NPBの統一球を巡る問題を調査するために、第三者委員会が設けられた。

その顔ぶれ

那須弘平 71歳 弁護士、元最高検判事
佐々木善三 60歳 弁護士 元京都地方検察庁検事正
米正剛 58歳 弁護士 一橋大学大学院国際企業戦略研究科講師 ニューヨーク州弁護士
那須氏と米氏が東大法学部、佐々木氏が中央大法学部。

そして桑田真澄がアドバイザーに加わった。

それにしても、NPBは高学歴の官僚や法曹関係者が大好きである。コミッショナーもそうだが、お堅い人ばかり選ぶ。権威主義的だ。
年齢を考えても、那須氏がキャップで、佐々木、米氏が部下的な役割をするだろうし、予定調和的に調査を進める可能性は高いと思う。

なぜここにジャーナリストを入れないのかと思う。玉木正之氏は無理でも二宮清純氏や軍司貞則氏など、スポーツ界に精通する人は多い。さらに、スポーツ力学の専門家なども入れるべきではないか。
単なる制度論、手続き論に終わらないかとも思う。

桑田真澄は、スポーツ界の在り方に疑問を呈する意見を常に発している。オピニオンリーダーの一人であり、適任だとは思う。
しかしながら、時折見せる「物分かりの良さ」も気になる。
「何が問題で、野球界がどうすればいいか、他の3名の方と調査していきたい。統一球自体は素晴らしいと思っている。こういうことになって心外だ。ファンをがっかりさせたのは野球界にとってピンチ。ピンチをチャンスに変えたい」とコメントしたが、年長者や体制に対してはっきりものが言えるかどうか、一抹の不安が残る。

例えば古田敦也のように、NPBと対峙した経験のあるOBを選ぶ手もあったと思う。

プロ野球選手会の松原徹事務局長は、
「NPBを変えるために、今のシステムを変えるための一番のチャンス。どこまで踏み込めるか。下田事務局長を辞任させて…、だけの第三者機関はいらない。コミッショナーの位置付けなどを含め、どういう構造にしていくか。とにかくシステムを明確にしてほしい」
とくぎを刺した。
選手会としては、選手からも幅広く聞き取りをしたうえで調査した情報を公表することなどを求めた要望書を提出する。当然だろう。

昨日、ようやく渡邉恒雄氏が口を開いた。
統一球問題について「事実関係は知らない」とした上で、「大臣が1人、不祥事で首になっても、総理大臣も辞めろということにはならない。コミッショナーに責任はなく、進退を問う必要は一つもない」と話した。

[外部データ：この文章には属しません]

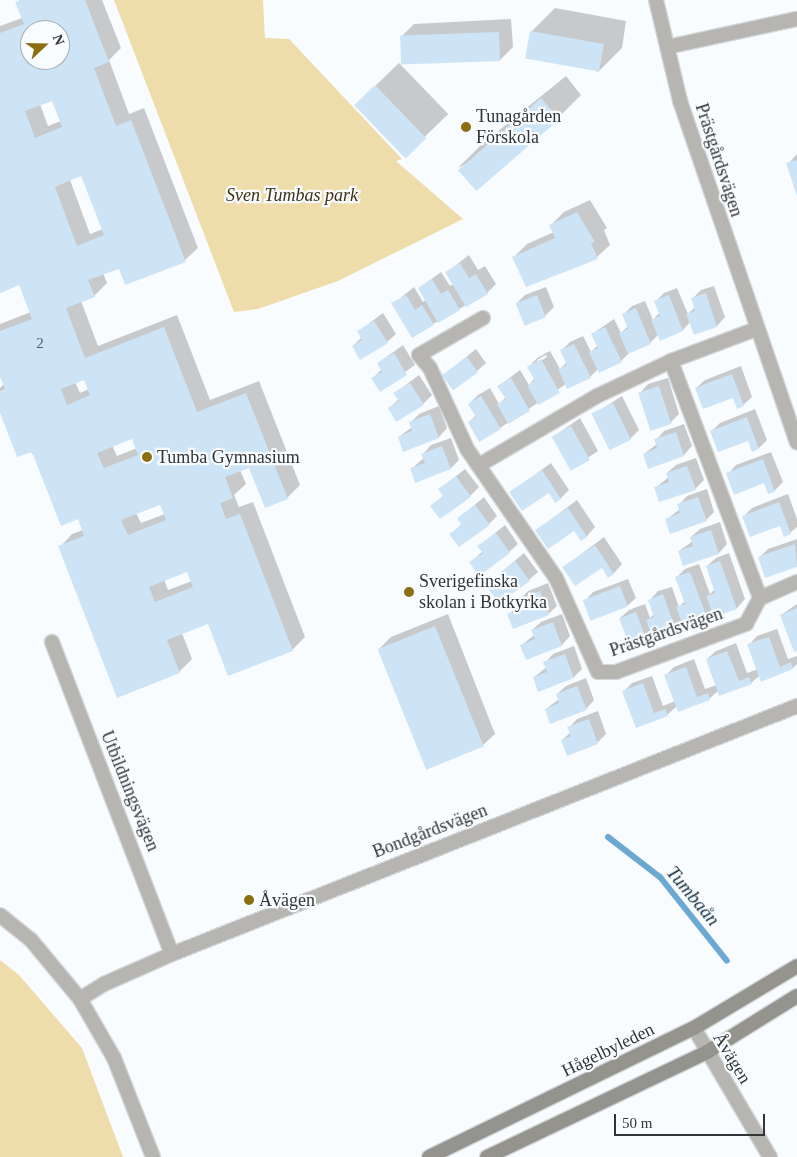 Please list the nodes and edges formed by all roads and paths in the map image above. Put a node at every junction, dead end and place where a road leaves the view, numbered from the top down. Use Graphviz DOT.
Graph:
graph roads {
  1 [pos="656,0"];
  2 [pos="797,19"];
  3 [pos="667,47"];
  4 [pos="483,318"];
  5 [pos="756,329"];
  6 [pos="671,361"];
  7 [pos="797,443"];
  8 [pos="481,464"];
  9 [pos="797,582"];
  10 [pos="760,598"];
  11 [pos="52,642"];
  12 [pos="797,706"];
  13 [pos="0,915"];
  14 [pos="172,954"];
  15 [pos="797,966"];
  16 [pos="797,996"];
  17 [pos="80,999"];
  18 [pos="694,1028"];
  19 [pos="707,1052"];
  20 [pos="154,1157"];
  21 [pos="429,1157"];
  22 [pos="487,1157"];
  23 [pos="770,1157"];
  1 -- 3 [label="street, Prästgårdsvägen"];
  2 -- 3 [label="street"];
  3 -- 5 [label="street, Prästgårdsvägen"];
  4 -- 8 [label="street, Prästgårdsvägen"];
  5 -- 6 [label="street"];
  5 -- 7 [label="street, Prästgårdsvägen"];
  6 -- 8 [label="street"];
  6 -- 10 [label="street"];
  8 -- 10 [label="street, Prästgårdsvägen"];
  9 -- 10 [label="street"];
  11 -- 14 [label="street, Utbildningsvägen"];
  12 -- 14 [label="street, Bondgårdsvägen"];
  13 -- 17 [label="street"];
  14 -- 17 [label="street, Bondgårdsvägen"];
  15 -- 18 [label="main road, Hågelbyleden"];
  16 -- 19 [label="main road"];
  17 -- 20 [label="street"];
  18 -- 19 [label="street, Åvägen"];
  18 -- 21 [label="main road, Hågelbyleden"];
  19 -- 22 [label="main road"];
  19 -- 23 [label="street, Åvägen"];
}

まさに、選手会の松原事務局長が危惧したとおり、下田氏を人身御供にして事件の幕引きを図ろうと考えている。
何も調査をしないうちからこういう発言をする。日本を代表する言論機関のトップという自覚は全くないのだろう。何様だ、と思ってしまう。
今回の事件に積極的に関与したかどうかは別にして、やはりこの老人が、NPB改革の最大の障害であるのは間違いない。

ともあれ、最悪の落としどころは、渡邉恒雄氏の言った通りの結論になることだ、ということがはっきりした。

事務局長の独断専行で統一球隠ぺい工作が進んだのだとしても、加藤コミッショナーのガバナンスの欠如は間違いない。大いに責任がある。

ファンや選手の期待に応えるためにも、お行儀のよい模範解答のような結論を出さないようにしていただきたい。

世間はNPBに自浄能力があるかどうか、大いに注目している。